Seketika Emas itu Menangis

“Jika takdir meletakkan setangkai mawar di tengah tumpukan duri, bukan berarti kita harus menggenggam semuanya. Cukup petik harumnya, lalu berjalanlah lagi.”

.
Perempuan yang Jatuh di Jakarta Timur

Namanya Kencana. Usianya hampir tiga puluh, tinggal di kontrakan petak di sudut gang sempit Pondok Kopi, Jakarta Timur. Setiap subuh, saat kabut tipis menggantung di atas atap seng dan bau tempe mendoan dari wajan tetangga menulis aksara-aksara lapar di udara, ia melangkah ke stasiun. KRL jurusan Bekasi–Tanah Abang datang seperti napas panjang kota: teratur, riuh, dan selalu sedikit lebih padat daripada yang diharapkan.

Kencana bekerja di sebuah percetakan majalah gaya hidup, klien-kliennya orang-orang yang menua dalam lampu-lampu warm white apartemen mewah, berfoto di atas meja marmer, memajang lilin aromaterapi yang harganya setara sewa kontrakan Kencana sebulan. Ia mengatur pra-cetak halaman-halaman yang berkisah tentang liburan di Sumba, brunch di Menteng, konser jazz di SCBD—menyentuh kemewahan dengan jemari yang masih berbau tinta.

Ayahnya, Pranacitra, seorang guru madrasah yang wafat karena paru-paru akut; ibunya pergi ketika Kencana masih kelas dua SD. Tantenya yang keras mendidik Kencana seperti menjemur cucian: disetrika rapi, dilipat, ditumpuk, dan diharapkan tak kusut lagi. Tapi hidup tak sama dengan kain katun. Ada kusut yang memang harus dibiarkan menjadi lipatan kenangan.

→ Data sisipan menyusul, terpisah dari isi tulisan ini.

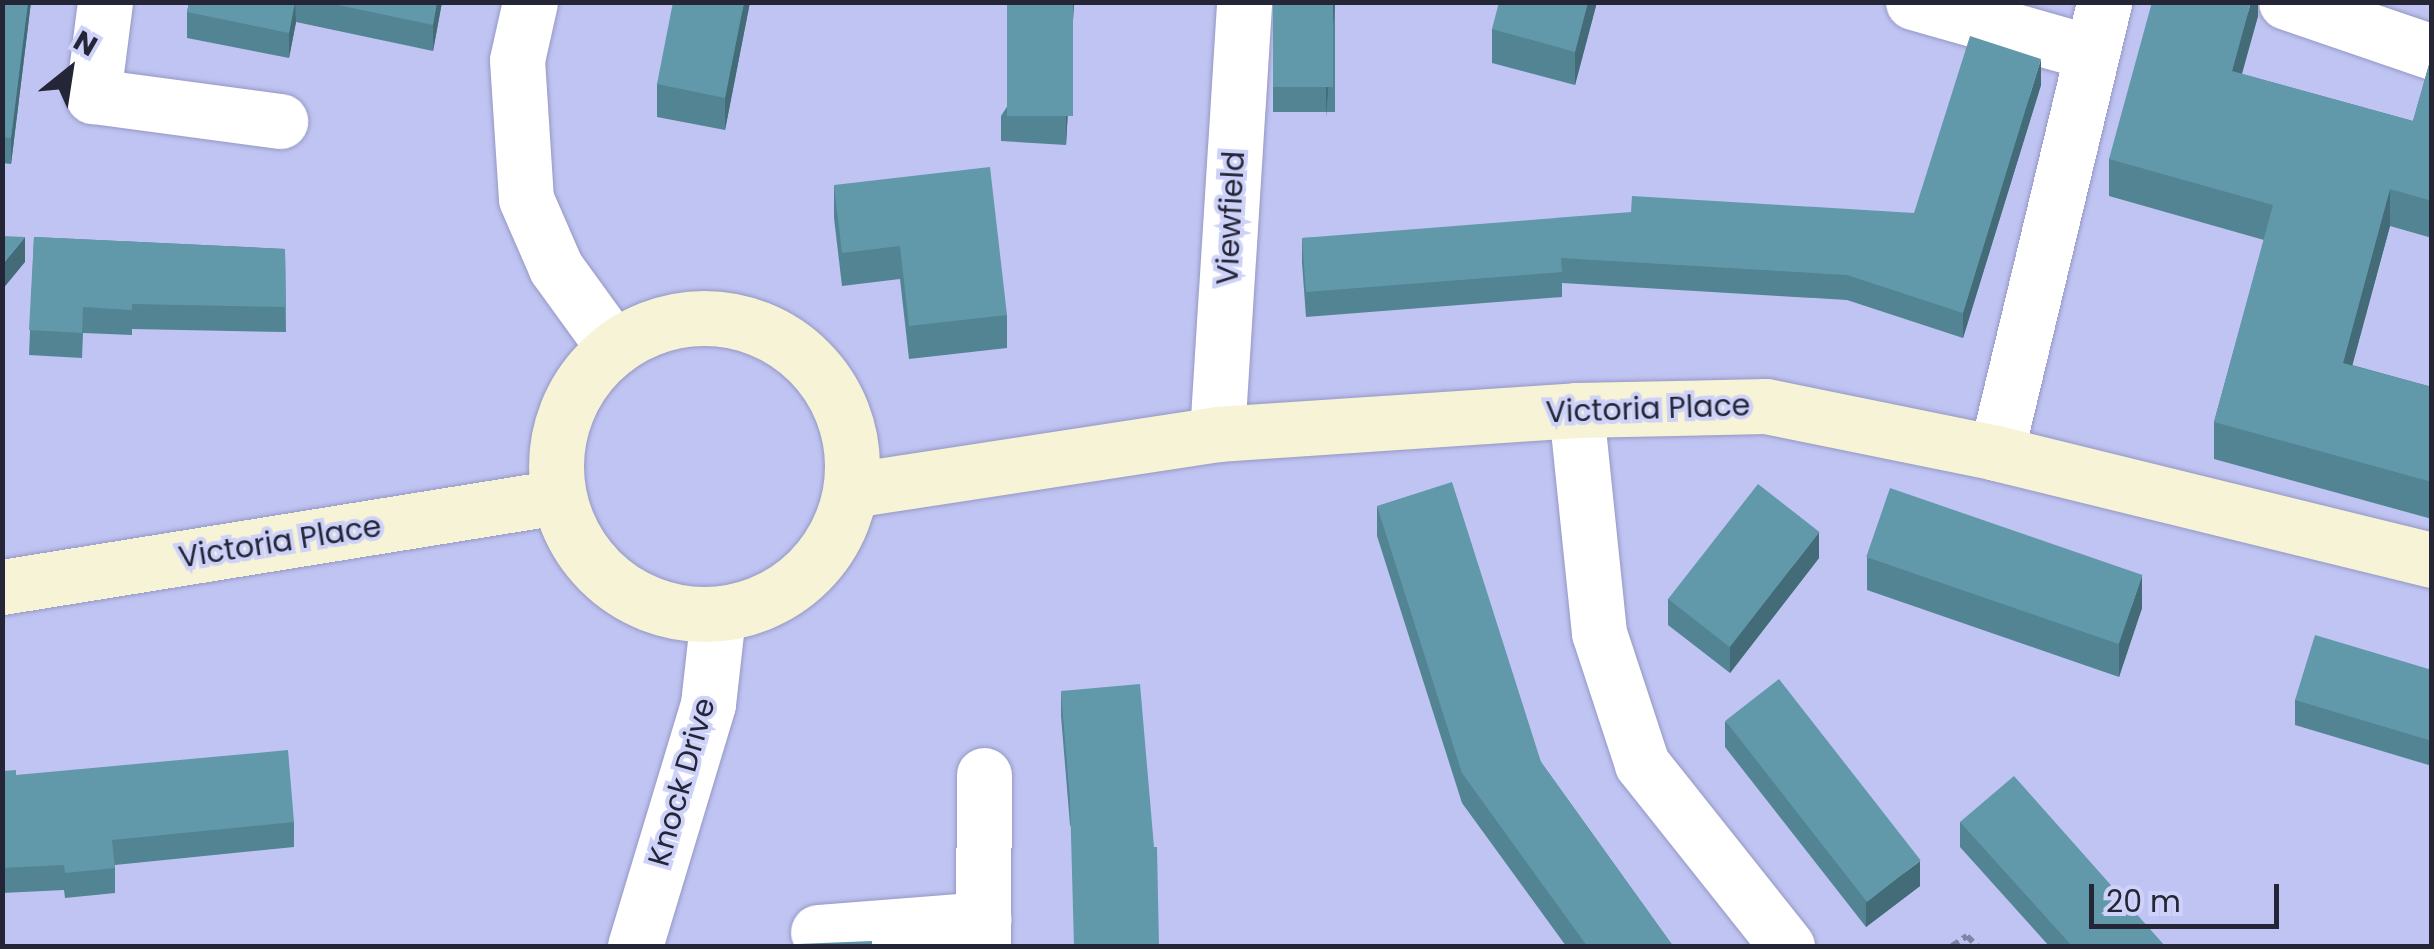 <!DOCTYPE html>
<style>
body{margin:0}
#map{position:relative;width:2434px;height:949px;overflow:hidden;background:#c0c4f2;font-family:Poppins,sans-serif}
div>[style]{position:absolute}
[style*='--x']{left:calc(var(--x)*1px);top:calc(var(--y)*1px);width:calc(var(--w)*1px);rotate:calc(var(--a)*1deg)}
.path>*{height:6px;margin-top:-3px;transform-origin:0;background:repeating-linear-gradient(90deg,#8184a6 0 8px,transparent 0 13px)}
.roads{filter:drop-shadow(0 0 2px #9498c4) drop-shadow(0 0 2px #9498c4)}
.street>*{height:55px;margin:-27.5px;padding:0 27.5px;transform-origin:27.5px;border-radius:27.5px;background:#fff}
.secondary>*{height:55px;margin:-27.5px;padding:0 27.5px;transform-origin:27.5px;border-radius:27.5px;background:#f7f3d6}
.secondary>.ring{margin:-27.5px;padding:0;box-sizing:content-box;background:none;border:55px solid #f7f3d6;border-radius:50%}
.wall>*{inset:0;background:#538493;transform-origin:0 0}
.shaded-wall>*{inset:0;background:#446b78}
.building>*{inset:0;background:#6199ab;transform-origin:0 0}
span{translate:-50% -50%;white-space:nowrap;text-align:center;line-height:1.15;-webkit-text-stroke:8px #ced2f8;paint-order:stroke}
.street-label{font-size:30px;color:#242637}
.frame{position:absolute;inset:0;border:5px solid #242637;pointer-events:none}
.north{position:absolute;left:20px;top:20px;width:100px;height:100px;-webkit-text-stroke:8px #ced2f8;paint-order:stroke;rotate:30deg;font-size:28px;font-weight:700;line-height:40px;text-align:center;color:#242637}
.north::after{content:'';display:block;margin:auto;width:35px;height:45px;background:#242637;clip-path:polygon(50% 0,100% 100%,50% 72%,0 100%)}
.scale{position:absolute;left:2089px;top:884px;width:190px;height:45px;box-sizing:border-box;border:5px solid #242637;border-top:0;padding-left:12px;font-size:30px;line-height:35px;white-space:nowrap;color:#242637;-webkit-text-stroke:8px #ced2f8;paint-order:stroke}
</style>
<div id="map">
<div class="path">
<i style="--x:1952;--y:946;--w:18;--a:-34"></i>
<i style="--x:1967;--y:936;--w:14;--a:45"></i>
</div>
<div class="roads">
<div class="street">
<i style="--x:105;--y:2;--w:95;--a:97.3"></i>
<i style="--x:93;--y:96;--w:189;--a:7.6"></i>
<i style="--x:530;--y:2;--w:59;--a:102.6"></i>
<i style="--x:517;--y:60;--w:139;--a:86.3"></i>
<i style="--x:526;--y:199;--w:75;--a:66.5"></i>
<i style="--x:556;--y:268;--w:99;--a:54.1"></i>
<i style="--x:1913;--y:2;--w:183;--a:15.9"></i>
<i style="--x:2286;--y:2;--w:154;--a:18.9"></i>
<i style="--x:1576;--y:410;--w:224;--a:84.1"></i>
<i style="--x:1599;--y:633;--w:138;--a:71.8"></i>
<i style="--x:1642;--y:764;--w:233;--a:51.5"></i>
<i style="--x:1217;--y:434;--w:433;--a:-86.4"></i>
<i style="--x:1996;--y:453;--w:464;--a:-76.5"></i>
<i style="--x:818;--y:932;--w:166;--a:-4.5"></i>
<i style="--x:635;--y:946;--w:253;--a:-73.2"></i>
<i style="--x:708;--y:704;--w:90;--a:-83.6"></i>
<i style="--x:983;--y:946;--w:171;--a:-89.7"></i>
</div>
<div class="secondary">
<i class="ring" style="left:556px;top:318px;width:241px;height:241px"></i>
<i style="--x:852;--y:490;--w:369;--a:-8.7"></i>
<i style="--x:1217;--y:434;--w:360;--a:-3.8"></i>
<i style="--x:1576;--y:410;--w:190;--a:-1.2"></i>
<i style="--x:1766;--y:406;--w:235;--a:11.5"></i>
<i style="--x:1996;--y:453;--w:449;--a:13.8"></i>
<i style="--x:2;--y:587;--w:563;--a:-9.19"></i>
</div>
</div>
<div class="wall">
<i style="clip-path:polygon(2px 2px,31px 2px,11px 164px,2px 163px)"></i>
<i style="clip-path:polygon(189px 2px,442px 2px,433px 51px,296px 22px,289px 58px,187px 38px,187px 12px)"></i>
<i style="clip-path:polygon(750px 2px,725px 130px,657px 117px,657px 84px)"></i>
<i style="clip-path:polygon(1074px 2px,1066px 145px,1001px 141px,1001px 116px)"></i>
<i style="left:1273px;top:2px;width:62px;height:110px"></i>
<i style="clip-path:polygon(1597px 2px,1575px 85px,1492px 63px,1492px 29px)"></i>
<i style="clip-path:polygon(2258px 2px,2258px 16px,2242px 74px,2413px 121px,2432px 54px,2432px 238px,2390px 226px,2352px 365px,2432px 387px,2432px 519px,2214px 459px,2214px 422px,2264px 240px,2109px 196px,2109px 159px)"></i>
<i style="clip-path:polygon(2041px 85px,1963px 338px,1847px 300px,1562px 283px,1562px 297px,1306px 317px,1302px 263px,1302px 238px,1914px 213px)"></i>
<i style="clip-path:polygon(834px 185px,1007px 315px,1007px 348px,909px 359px,900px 279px,842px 286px,834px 218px)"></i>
<i style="clip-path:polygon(34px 237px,285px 249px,286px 332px,132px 329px,132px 335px,83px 333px,82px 358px,29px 355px)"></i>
<i style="clip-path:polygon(1377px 506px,1541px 762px,1673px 946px,1566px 946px,1462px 803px,1377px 536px)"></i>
<i style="clip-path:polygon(1867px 557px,2142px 608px,2119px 677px,1867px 590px)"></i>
<i style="clip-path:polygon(1819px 558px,1730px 673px,1668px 625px,1668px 599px)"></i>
<i style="clip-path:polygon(2432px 670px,2432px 766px,2295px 725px,2295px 700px)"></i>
<i style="clip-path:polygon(1061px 691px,1159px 946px,1070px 825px,1061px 716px)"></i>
<i style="clip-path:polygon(1725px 721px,1920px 886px,1866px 927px,1725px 747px)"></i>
<i style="clip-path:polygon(2px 771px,16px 775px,294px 822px,294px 847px,115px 865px,115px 893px,65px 898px,64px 890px,2px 893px)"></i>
<i style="clip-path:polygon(1960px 822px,2165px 946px,2049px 946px,1960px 847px)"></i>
</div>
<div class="shaded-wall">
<i style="clip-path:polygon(28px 2px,31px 2px,11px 164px,11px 138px)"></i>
<i style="clip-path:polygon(295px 2px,296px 22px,289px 58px,289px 33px)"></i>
<i style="clip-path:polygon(437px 2px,442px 2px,433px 51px,433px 25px)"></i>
<i style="clip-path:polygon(744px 2px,750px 2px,725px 130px,725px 98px)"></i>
<i style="clip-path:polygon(1073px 2px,1074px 2px,1066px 145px,1066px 120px)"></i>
<i style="clip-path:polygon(1333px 2px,1335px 2px,1326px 117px,1326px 92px)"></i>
<i style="clip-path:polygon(1588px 2px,1597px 2px,1575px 85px,1575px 52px)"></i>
<i style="clip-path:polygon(2251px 2px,2258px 2px,2258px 16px,2232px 108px,2232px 71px)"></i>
<i style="clip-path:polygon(2041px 59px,2041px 85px,1963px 338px,1963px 313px)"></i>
<i style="clip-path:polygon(2390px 189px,2390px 226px,2343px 400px,2343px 363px)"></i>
<i style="clip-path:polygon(25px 237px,25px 262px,2px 290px,2px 265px)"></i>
<i style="clip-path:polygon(1819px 532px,1819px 558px,1730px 673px,1730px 647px)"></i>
<i style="clip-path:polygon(2142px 575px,2142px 608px,2119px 677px,2119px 644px)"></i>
<i style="clip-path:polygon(1920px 861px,1920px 886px,1866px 927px,1866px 902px)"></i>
</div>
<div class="building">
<i style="clip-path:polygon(2px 2px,28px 2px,11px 138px,2px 137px)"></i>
<i style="clip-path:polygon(189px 2px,295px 2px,289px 33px,187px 12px)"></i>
<i style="clip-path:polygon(324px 2px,437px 2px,433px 25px)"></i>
<i style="clip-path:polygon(673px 2px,744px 2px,725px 98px,657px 84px)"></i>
<i style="left:1007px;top:2px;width:66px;height:114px"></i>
<i style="left:1273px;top:2px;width:60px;height:85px"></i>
<i style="clip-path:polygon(1499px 2px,1588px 2px,1575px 52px,1492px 29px)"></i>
<i style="clip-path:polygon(2152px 2px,2251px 2px,2232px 71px,2413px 121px,2432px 54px,2432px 201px,2390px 189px,2343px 363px,2432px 387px,2432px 482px,2214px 422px,2273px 205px,2109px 159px)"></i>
<i style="clip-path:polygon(1970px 36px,2041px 59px,1963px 313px,1847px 275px,1561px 258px,1562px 272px,1306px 292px,1302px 238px,1631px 212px,1632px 196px,1914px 213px)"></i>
<i style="clip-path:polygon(990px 167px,1007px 315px,909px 326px,900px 246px,842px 253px,834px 185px)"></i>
<i style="clip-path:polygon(2px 236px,25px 237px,2px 265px)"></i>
<i style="clip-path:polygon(34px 237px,285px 249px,286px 307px,132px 304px,132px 310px,83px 307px,82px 333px,29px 330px)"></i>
<i style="clip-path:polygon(1452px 482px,1541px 762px,1673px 946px,1587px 946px,1462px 773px,1377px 506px)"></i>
<i style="left:1758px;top:484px;width:78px;height:146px;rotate:38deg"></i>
<i style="left:1890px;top:488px;width:267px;height:73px;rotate:19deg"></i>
<i style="clip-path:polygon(2315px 635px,2432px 670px,2432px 741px,2295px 700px)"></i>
<i style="left:1779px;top:679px;width:230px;height:68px;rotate:52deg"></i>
<i style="clip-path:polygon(1140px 684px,1154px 847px,1157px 847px,1159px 946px,1074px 946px,1070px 800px,1061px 691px)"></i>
<i style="clip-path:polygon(288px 750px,294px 822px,112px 840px,115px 868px,65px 873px,64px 865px,2px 868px,2px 771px,16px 770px,16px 775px)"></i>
<i style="clip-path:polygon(2014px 776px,2165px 946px,2072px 946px,1960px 822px)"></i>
<i style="clip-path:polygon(872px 941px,872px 946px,798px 946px,798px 944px)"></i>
</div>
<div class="street-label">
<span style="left:1231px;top:218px;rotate:-87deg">Viewfield</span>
<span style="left:1648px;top:409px;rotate:-2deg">Victoria Place</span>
<span style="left:280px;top:542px;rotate:-9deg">Victoria Place</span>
<span style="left:682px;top:782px;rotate:-74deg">Knock Drive</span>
</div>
<div class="frame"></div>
<div class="north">N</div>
<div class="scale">20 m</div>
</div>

Kencana menyukai radio tua peninggalan ayahnya. Setiap malam, ia memutar kanal berita, menunggu slot musik lawas, lalu memejam. Luka-luka, ia bungkus dengan sabar. Kebutuhan-kebutuhan, ia tutup dengan kerja tambahan. Rindu, ia larutkan dalam suara penyiar yang seolah mengenalnya.

Hidupnya tenang—tenang yang sempit, seperti gang di belakang kontrakan. Sampai Jaka Lodra masuk dari tikungan yang tak pernah ia bayangkan.

.
Percikan dalam Asap Kopi dan Poster Hijau

Lodra datang sebagai perwakilan komunitas kreatif urban untuk proyek kampanye lingkungan. Rambutnya yang sedikit panjang diikat ke belakang, kemejanya selalu linen, sepatunya membisikkan nama merek seperti kata sandi klub eksklusif. Ia berbicara pelan, seolah tahu bahwa di kota yang berisik, orang akan memberi ruang pada yang memilih berbisik.

Mereka bertemu di Warung Kopi Sari Rempah—tempat nongkrong seniman pinggiran kota: dinding dengan mural pudar, kipas angin yang merengek, poster-poster gigs yang tanggalnya sudah lewat. Di sana, di bawah kecap yang menetes dari tutup botol plastik, Lodra berkata, “Kita ini, Ken, dua puing yang terseret arus. Tapi dua puing pun bisa menjadi satu rumah.”

Kencana tertawa kecil, menutupi degup yang mendadak. Ia tak menyadari kalimat semanis itu bisa jadi tangga yang memandu seseorang naik ke lantai yang salah.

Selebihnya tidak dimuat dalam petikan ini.